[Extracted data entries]
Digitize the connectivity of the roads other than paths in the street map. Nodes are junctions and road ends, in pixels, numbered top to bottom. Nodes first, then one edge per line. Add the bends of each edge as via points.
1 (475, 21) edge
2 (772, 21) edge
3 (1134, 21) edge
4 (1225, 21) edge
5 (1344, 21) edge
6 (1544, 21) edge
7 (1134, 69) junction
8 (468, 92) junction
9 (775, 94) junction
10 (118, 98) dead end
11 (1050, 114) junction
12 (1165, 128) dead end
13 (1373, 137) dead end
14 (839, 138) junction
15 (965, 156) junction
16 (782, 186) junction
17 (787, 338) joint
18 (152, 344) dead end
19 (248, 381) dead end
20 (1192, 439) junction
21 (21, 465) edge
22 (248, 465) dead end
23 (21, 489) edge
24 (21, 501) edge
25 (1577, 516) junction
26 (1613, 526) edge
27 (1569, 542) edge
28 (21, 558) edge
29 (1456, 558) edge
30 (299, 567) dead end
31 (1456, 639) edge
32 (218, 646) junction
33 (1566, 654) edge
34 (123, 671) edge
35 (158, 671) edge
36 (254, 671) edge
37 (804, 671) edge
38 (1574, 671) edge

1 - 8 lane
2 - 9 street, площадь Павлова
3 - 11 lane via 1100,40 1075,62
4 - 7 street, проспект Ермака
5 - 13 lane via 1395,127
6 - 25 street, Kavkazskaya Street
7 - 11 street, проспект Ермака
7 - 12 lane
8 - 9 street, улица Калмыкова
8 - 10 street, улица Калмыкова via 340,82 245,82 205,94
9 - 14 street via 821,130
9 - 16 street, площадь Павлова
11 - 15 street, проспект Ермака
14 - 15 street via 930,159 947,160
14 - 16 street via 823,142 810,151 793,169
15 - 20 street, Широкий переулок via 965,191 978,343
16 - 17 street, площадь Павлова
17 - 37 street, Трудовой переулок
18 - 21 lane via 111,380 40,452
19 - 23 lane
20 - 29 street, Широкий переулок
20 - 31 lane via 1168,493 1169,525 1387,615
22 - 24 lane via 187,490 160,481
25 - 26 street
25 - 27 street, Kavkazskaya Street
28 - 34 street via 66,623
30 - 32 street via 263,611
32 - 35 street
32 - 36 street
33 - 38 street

§ **THE PROBLEM**
Report, for the data above, every line in which the string "Широкий" appears.

§ **RESPONSE TO THE TASK**
15 - 20 street, Широкий переулок via 965,191 978,343
20 - 29 street, Широкий переулок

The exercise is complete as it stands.